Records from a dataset
- - - - -

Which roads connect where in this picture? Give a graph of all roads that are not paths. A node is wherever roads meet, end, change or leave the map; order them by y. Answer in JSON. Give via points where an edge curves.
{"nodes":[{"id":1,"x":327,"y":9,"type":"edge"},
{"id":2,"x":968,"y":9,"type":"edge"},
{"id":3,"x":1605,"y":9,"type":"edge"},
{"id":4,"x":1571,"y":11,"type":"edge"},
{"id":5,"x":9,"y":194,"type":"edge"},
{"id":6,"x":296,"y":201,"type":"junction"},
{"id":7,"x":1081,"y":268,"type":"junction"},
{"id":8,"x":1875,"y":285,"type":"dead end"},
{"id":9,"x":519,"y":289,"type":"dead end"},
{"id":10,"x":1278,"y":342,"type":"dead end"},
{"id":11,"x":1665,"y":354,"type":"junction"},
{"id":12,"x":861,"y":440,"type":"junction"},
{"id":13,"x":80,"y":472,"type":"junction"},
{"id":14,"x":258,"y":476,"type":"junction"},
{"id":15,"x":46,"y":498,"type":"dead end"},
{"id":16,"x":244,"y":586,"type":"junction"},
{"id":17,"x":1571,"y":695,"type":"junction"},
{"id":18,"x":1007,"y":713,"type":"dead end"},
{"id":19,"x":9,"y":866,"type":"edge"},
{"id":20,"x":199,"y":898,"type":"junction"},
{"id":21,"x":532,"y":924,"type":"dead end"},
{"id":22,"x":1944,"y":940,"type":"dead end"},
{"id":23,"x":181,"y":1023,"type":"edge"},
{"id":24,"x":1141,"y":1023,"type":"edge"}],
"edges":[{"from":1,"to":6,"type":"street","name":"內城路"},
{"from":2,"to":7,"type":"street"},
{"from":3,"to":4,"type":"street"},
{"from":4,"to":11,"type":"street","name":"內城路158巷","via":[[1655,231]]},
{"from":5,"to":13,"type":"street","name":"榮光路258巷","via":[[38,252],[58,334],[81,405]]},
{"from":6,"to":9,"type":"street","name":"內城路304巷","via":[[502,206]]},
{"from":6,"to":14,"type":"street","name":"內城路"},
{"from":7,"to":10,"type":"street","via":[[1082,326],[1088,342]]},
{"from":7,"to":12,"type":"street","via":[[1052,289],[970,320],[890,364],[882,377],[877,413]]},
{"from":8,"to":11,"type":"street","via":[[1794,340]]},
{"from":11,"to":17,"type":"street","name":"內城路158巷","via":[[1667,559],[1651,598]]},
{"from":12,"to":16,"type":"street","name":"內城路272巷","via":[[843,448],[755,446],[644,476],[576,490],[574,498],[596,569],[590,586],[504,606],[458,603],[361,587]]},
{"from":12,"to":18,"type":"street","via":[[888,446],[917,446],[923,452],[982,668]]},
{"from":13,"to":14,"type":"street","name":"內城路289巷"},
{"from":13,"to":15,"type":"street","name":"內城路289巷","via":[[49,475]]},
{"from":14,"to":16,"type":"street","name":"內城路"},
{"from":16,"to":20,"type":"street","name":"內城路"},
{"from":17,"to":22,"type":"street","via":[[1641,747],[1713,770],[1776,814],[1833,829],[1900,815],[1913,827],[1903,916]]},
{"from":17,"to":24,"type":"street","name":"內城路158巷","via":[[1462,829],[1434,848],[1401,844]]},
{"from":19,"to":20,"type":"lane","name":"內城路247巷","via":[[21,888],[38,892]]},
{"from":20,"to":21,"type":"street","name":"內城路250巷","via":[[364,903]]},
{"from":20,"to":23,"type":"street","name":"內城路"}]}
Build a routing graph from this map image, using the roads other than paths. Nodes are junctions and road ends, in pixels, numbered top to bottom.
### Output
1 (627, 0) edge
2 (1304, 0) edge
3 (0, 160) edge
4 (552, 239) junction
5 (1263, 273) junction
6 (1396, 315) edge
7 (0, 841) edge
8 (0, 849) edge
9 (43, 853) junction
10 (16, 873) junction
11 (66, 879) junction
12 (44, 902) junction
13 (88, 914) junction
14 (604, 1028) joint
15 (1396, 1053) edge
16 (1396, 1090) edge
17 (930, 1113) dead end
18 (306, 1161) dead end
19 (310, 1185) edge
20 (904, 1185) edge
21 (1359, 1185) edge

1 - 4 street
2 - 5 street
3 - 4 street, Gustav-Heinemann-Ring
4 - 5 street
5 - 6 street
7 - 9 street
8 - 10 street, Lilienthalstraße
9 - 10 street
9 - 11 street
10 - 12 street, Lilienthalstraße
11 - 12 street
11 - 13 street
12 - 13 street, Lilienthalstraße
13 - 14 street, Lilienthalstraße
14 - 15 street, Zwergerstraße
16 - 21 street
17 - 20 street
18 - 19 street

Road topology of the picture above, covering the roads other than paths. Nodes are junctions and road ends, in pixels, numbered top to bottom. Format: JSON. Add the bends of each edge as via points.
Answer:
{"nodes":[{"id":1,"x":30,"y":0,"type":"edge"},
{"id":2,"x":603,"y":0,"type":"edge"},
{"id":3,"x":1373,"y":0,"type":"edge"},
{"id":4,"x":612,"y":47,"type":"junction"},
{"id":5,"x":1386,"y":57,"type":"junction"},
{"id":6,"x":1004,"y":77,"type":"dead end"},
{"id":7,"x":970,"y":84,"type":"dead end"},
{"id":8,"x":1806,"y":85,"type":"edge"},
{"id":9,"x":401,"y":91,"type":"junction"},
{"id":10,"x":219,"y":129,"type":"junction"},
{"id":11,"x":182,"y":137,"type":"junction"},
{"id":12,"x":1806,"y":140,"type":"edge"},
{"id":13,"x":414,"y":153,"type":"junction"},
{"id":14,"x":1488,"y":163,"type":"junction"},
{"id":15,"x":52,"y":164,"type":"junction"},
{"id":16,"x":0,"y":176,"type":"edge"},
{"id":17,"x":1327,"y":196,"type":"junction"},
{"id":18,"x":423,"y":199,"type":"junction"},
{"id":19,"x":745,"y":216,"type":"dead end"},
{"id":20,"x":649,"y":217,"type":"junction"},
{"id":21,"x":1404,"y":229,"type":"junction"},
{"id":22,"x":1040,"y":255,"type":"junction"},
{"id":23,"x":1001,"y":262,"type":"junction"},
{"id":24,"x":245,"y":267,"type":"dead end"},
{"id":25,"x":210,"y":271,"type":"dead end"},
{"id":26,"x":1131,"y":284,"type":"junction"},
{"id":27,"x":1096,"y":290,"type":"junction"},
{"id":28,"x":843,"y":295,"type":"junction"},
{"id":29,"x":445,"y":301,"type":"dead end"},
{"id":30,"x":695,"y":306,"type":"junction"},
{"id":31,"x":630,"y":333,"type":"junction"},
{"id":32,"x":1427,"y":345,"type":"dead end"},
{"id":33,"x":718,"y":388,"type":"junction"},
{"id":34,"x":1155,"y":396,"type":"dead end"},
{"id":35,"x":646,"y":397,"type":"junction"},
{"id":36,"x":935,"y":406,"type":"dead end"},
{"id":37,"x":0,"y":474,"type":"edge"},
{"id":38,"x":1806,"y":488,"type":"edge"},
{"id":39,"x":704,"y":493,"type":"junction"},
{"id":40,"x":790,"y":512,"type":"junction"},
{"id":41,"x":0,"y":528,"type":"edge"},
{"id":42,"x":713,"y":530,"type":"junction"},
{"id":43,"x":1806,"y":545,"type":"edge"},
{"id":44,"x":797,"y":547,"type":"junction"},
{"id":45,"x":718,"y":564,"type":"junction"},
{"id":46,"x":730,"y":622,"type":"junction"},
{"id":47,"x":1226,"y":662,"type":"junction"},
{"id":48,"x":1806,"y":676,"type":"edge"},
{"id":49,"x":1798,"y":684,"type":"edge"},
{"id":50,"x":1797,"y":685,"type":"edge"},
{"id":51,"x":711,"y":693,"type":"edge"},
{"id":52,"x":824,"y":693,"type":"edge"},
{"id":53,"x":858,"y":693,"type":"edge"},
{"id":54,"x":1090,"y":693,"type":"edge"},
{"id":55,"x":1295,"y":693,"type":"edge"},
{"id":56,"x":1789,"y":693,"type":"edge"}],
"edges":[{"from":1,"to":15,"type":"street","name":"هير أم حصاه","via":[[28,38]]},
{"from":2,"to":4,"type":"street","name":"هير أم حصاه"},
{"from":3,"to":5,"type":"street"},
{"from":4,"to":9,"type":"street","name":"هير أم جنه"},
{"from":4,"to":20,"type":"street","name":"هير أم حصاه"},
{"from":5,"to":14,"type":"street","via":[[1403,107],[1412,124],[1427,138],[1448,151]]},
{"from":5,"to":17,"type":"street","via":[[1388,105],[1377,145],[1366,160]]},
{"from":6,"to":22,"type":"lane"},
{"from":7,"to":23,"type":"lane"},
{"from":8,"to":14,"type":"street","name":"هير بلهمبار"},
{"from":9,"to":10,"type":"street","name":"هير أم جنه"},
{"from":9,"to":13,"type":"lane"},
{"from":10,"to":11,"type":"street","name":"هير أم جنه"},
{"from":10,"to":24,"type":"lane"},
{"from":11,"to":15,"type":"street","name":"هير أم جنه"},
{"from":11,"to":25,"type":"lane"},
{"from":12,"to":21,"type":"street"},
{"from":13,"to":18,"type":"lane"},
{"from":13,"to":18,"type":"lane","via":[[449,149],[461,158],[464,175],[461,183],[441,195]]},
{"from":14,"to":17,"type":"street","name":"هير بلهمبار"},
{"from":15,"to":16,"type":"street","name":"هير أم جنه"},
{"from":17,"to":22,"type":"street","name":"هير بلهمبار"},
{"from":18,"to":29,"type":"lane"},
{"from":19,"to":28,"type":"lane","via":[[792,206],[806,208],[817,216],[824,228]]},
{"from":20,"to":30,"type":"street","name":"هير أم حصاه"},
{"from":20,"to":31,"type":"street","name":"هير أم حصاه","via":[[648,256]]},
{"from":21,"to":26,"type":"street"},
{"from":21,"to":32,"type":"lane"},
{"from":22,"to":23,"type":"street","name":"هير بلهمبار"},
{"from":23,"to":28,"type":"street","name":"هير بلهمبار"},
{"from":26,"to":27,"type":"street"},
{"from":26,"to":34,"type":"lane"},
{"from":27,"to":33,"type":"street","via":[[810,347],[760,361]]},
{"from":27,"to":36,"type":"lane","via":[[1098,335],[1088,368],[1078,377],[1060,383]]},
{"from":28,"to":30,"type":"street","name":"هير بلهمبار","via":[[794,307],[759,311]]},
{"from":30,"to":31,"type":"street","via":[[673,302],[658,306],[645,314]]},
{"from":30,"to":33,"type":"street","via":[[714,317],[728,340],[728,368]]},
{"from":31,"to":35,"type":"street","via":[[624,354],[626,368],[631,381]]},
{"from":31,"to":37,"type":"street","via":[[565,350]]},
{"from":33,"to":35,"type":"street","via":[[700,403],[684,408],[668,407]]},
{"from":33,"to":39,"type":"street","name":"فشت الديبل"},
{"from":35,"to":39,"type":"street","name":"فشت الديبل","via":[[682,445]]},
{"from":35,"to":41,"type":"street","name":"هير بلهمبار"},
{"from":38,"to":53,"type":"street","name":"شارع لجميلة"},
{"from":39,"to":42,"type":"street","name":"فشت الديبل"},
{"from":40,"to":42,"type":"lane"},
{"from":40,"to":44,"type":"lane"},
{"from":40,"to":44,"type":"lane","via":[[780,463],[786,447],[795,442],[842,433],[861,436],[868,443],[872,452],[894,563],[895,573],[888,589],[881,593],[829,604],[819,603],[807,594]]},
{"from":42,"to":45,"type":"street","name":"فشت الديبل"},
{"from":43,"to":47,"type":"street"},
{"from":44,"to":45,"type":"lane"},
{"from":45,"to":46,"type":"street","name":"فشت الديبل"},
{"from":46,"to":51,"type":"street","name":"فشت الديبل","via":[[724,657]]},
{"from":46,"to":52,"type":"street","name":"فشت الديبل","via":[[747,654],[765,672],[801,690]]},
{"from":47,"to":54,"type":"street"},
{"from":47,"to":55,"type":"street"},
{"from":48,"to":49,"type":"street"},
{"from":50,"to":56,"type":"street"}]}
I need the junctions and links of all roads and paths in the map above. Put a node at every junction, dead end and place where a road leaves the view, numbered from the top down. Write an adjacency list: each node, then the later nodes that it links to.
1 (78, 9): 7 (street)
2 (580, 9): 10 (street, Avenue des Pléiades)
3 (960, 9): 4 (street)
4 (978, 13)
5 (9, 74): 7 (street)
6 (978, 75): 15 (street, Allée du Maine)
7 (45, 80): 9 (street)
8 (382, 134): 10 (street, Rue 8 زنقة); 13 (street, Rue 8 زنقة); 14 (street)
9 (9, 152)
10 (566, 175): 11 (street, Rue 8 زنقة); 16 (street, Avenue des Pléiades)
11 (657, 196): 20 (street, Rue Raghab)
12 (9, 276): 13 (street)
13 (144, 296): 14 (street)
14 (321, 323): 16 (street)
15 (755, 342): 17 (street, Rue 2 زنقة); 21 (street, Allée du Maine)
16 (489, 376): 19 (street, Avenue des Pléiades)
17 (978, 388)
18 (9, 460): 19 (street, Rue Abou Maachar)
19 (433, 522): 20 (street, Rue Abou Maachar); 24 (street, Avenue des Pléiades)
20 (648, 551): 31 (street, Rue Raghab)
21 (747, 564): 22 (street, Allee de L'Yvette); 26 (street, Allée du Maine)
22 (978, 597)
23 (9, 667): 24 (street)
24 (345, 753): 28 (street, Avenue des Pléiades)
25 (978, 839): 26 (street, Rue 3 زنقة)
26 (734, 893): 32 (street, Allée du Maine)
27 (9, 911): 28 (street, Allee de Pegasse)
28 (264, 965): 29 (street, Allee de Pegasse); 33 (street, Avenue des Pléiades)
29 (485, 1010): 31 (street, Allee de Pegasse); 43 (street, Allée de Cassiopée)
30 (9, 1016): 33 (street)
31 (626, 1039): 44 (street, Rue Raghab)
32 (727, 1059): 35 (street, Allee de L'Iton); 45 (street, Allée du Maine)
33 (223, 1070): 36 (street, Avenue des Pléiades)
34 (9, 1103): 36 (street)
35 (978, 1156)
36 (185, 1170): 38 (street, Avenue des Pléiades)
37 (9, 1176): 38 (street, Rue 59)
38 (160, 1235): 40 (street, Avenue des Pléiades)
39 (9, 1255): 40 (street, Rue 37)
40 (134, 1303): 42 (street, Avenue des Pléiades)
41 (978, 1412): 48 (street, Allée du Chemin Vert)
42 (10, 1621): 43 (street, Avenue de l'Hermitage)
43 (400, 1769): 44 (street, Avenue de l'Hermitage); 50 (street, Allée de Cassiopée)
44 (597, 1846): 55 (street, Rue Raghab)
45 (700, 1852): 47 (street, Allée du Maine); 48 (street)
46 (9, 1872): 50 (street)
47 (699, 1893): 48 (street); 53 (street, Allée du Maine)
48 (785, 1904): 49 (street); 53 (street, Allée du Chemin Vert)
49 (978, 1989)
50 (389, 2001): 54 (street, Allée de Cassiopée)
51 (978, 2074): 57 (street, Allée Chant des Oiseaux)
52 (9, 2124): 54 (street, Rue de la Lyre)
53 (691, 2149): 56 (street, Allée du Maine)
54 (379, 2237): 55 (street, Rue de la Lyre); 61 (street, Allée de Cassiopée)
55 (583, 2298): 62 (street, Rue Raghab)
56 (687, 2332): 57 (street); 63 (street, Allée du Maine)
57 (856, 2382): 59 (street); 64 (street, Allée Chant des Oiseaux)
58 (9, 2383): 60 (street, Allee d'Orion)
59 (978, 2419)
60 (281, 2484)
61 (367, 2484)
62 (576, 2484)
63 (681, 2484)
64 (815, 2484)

- - - - -

TASK GOAL = Look through the entries above for the word "each". Copy every line where it shows up.

WRITTEN RESPONSE =
Road topology of the picture above, covering the roads other than paths. Nodes are junctions and road ends, in pixels, numbered top to bottom. Format: JSON. Add the bends of each edge as via points.
I need the junctions and links of all roads and paths in the map above. Put a node at every junction, dead end and place where a road leaves the view, numbered from the top down. Write an adjacency list: each node, then the later nodes that it links to.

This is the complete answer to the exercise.